US ATLAS Computing Integration and Operations

US/Eastern
Description
Notes and other material available in the US ATLAS Integration Program Twiki
    • 13:00 13:05
      Top of the Meeting 5m
      Speakers: Eric Christian Lancon (BNL), Robert William Gardner Jr (University of Chicago (US))
    • 13:05 13:15
      Singularity / centos 7 deployment in the US cloud 10m
      Speaker: Wei Yang (SLAC National Accelerator Laboratory (US))
    • 13:15 13:20
      ADC news and issues 5m
      Speakers: Robert Ball (University of Michigan (US)), Wei Yang (SLAC National Accelerator Laboratory (US))
    • 13:20 13:25
      Production 5m
      Speaker: Mark Sosebee (University of Texas at Arlington (US))
    • 13:30 13:35
      Data Management 5m
      Speaker: Armen Vartapetian (University of Texas at Arlington (US))
    • 13:35 13:40
      Data transfers 5m
      Speaker: Hironori Ito (Brookhaven National Laboratory (US))
    • 13:40 13:45
      Networks 5m
      Speaker: Dr Shawn McKee (University of Michigan ATLAS Group)
    • 13:45 13:50
      FAX and Xrootd Caching 5m
      Speakers: Andrew Bohdan Hanushevsky (SLAC National Accelerator Laboratory (US)), Andrew Hanushevsky, Andrew Hanushevsky (STANFORD LINEAR ACCELERATOR CENTER), Ilija Vukotic (University of Chicago (US)), Wei Yang (SLAC National Accelerator Laboratory (US))
    • 13:50 13:55
      HPCs integration 5m
      Speaker: Taylor Childers (Argonne National Laboratory (US))

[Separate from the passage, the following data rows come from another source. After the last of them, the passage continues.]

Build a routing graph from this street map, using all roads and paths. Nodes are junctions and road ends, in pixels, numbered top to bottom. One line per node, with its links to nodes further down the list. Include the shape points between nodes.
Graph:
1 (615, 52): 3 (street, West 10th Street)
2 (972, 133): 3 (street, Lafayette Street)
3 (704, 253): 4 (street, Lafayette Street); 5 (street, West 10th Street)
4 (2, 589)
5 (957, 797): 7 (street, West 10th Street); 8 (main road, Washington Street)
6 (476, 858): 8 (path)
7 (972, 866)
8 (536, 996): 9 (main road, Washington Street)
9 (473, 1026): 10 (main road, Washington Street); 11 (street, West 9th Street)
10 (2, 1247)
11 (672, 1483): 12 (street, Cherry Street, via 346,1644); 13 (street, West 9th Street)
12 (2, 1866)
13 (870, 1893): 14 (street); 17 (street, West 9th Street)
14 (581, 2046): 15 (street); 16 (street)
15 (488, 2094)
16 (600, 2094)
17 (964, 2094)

      Not much going on in HPC development at the moment. Ongoing activities:

      • NERSC just returned from quarterly maintenance from Friday - Monday.
        • Allocations have been exhausted, working on returning to standard grid setup (brokeron mode without dedicated tasks) to run at the lower level expected when running in backfill queues at NERSC. 
        • New DVMFS setup at NERSC which provides CVMFS natively on worker nodes was deployed during shutdown. Early tests look promising.
      • Harvester Globus Online bulk transfer plugins for Harvester in development to combine multiple files into one transfer request.
        • Current tests are showing instabilities on the BNL Globus endpoint, which are currently being investigated.
        • ALCF has been offline while these tests continue.
      • Titan continues to run in backfill mode (ORNL_Titan_MCORE)
        • Workaround for IO issues seems to be working well
        • Currently averaging about 25k jobs per day 50 events per job (>1M events/day)
      • Titan has begun running jobs against the ALCC allocation (Titan_long_MCORE)
        • jobs use 1000 events/job with a 12hr run time.
        • typical queue times are < 48 hrs
      • Tests of Harvester + mini-pilot will soon begin on Titan. This will bring the ALCF/OLCF sites into alignment with the same solutions. Then need to do the same at NERSC.
    • 13:55 14:30
      Site Reports
      • 13:55
        BNL 5m
        Speaker: Xin Zhao (Brookhaven National Laboratory (US))
        • services have been running fine recently. 
      • 14:00
        AGLT2 5m
        Speakers: Robert Ball (University of Michigan (US)), Dr Shawn McKee (University of Michigan ATLAS Group)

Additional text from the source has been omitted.